- [Your instructions]: Go line by line through the records below. Copy whichever lines contain the string "Left".

- [Data for analysis]:
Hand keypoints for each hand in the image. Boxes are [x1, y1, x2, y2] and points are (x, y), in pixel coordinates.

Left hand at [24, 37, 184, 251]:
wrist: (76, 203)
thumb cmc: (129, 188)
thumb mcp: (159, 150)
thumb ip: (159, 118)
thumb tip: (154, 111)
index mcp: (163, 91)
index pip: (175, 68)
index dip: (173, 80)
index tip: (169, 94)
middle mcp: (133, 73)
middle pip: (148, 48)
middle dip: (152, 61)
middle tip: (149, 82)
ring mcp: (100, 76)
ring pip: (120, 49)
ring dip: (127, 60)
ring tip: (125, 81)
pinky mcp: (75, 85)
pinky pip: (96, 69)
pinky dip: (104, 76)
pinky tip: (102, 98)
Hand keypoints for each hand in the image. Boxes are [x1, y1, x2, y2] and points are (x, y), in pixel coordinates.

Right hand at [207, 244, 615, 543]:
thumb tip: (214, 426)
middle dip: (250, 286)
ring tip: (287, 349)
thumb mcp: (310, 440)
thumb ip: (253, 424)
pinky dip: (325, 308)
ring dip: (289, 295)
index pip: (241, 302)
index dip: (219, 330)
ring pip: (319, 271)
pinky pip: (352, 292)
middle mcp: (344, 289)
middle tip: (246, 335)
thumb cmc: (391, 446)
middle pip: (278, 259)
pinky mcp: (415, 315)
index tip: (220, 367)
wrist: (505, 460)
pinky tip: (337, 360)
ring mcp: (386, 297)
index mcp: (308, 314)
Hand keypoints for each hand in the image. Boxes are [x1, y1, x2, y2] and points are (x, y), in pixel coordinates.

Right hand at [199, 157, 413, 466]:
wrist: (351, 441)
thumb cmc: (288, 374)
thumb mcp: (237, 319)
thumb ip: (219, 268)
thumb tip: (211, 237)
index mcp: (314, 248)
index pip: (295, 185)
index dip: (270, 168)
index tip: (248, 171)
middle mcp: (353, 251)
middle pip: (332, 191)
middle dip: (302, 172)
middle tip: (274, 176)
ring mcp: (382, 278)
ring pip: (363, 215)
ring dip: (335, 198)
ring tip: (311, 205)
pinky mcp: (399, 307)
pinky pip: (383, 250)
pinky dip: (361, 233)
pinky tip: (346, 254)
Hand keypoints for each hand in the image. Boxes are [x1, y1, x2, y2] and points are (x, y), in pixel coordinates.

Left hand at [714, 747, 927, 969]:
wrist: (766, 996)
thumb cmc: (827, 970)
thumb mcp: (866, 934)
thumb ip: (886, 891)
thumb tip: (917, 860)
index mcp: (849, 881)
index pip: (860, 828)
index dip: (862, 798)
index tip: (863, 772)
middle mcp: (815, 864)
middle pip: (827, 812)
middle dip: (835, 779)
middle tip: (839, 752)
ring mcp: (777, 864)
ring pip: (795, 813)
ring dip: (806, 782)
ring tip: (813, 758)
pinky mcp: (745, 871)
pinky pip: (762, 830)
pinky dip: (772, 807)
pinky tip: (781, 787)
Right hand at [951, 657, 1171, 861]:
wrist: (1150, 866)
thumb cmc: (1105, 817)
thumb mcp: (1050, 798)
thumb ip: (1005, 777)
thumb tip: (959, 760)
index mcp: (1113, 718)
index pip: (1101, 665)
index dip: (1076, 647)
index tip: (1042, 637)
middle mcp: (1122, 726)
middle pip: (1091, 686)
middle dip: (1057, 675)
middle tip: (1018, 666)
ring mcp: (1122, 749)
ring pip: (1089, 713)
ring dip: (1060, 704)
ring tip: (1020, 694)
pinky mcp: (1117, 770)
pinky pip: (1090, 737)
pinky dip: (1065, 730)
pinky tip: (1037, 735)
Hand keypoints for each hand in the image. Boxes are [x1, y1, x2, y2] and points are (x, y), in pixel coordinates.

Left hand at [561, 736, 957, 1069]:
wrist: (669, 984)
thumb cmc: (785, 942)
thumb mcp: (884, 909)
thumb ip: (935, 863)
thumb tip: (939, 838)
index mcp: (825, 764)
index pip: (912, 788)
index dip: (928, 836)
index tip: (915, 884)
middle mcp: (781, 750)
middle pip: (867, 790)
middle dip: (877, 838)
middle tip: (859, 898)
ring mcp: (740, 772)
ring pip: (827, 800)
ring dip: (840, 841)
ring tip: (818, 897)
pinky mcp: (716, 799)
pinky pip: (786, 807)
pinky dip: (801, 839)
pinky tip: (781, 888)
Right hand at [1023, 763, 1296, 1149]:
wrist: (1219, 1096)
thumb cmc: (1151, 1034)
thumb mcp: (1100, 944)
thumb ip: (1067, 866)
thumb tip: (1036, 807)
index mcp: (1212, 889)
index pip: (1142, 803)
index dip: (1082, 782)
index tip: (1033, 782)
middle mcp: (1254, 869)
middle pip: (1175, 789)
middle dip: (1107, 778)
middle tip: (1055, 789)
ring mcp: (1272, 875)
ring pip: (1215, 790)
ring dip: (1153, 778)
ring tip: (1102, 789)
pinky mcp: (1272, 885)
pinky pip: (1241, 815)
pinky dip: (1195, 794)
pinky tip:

- [Response to the task]:
Left hand at [24, 37, 184, 251]:
Left hand at [714, 747, 927, 969]:
Left hand at [561, 736, 957, 1069]:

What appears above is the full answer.